Подобные разговоры случались у нас довольно часто – почти каждый день. Он чувствовал себя неуютно – ему не нравилось не быть хозяином положения. А еще он хотел, чтобы я его любила так же беззаветно и безответно, как раньше, потому что это придавало пряный оттенок его пресной и лишенной чувственности жизни. Но я и сама не знала, люблю ли его сейчас, когда он лишил меня всякой надежды. Временами мне казалось, что да.

Это началось еще в институте. На втором курсе я нашла работу. Мы трудились в предвыборной кампании на благо одного кандидата в думские депутаты. Работа была несложная, довольно веселая и, как казалось на тот момент, достаточно денежная. Расклеивать плакаты зимой нужно обязательно компанией, а у нас с этим проблем не было. Мы ходили небольшой кучкой в три-четыре человека, много смеялись, получали вечером скромные деньги, чтобы на следующий день потратить их. В то время я уже около года была увлечена одним знакомым из числа новых, надеясь на что-то смутное, и неожиданно узнала, что мой возлюбленный помолвлен.

Я была в отчаянии, и как-то на паре ко мне подсел Арсен. До этого мы не общались. Я удивилась. Он, оказывается, тоже захотел поработать с нами, потому что потерял прежнюю работу.

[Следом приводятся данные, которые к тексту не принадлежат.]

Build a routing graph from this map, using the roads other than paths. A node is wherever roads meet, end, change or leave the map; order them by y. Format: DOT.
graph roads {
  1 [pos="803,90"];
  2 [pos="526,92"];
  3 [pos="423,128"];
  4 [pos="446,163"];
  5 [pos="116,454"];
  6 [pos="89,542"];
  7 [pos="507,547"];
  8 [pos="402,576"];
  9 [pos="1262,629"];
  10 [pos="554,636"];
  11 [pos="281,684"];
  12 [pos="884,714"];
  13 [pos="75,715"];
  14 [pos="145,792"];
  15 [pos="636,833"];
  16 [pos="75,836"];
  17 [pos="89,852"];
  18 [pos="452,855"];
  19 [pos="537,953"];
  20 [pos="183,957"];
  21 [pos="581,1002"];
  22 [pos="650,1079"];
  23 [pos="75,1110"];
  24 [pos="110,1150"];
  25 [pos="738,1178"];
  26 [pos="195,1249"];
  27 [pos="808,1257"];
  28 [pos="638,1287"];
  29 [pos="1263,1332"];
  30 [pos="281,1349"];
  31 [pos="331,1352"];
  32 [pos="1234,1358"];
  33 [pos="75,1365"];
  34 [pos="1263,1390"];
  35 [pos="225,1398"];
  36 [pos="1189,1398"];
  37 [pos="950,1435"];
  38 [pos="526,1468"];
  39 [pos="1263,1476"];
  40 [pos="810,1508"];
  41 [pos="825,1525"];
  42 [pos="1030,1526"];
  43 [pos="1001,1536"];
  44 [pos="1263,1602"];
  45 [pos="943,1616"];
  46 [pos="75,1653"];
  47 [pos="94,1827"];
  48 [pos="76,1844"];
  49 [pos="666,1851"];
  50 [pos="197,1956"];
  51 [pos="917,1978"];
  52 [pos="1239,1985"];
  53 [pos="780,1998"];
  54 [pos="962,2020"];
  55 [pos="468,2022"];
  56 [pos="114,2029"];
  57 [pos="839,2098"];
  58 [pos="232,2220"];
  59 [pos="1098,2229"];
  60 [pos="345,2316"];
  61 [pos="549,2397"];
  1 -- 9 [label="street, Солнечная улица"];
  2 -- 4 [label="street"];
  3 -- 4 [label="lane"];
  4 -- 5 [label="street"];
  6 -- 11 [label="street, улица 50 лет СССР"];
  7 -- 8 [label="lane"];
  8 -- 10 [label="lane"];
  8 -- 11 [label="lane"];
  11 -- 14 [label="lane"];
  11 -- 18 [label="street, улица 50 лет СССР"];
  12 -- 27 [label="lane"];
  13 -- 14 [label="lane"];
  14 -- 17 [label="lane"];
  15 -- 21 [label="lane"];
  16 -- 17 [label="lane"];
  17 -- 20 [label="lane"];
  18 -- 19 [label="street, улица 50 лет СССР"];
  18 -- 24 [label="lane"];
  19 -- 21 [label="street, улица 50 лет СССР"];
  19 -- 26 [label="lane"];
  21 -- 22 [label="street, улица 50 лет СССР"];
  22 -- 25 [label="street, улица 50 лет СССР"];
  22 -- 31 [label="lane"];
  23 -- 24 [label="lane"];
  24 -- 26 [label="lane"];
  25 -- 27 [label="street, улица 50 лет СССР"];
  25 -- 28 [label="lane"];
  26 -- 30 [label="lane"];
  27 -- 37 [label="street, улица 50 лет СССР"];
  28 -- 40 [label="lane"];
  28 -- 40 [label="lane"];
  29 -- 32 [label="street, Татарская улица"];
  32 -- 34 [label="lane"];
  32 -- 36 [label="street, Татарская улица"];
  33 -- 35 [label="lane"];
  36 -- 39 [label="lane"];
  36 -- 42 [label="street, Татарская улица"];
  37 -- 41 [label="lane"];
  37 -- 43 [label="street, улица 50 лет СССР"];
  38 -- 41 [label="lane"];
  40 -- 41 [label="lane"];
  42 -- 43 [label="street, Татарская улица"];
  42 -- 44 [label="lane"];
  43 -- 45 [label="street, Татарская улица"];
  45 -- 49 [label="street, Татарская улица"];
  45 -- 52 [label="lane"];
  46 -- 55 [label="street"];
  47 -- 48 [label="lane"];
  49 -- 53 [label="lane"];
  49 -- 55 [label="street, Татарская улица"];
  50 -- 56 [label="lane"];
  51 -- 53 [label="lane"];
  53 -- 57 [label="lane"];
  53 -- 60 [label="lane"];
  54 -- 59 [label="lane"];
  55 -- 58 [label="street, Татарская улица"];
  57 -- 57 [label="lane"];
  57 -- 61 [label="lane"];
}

Это было начало четырех лет странных, болезненных и изматывающих отношений. Зачем ему было внушать мне, что я для него что-то значу, он не объяснил.

Он вообще предпочитал ничего не объяснять.
В глубине души я знала, что не нужна ему как женщина, но не могла перебороть страшную тягу к нему. Он стал для меня целью, значения которой я не понимала и не хотела понимать.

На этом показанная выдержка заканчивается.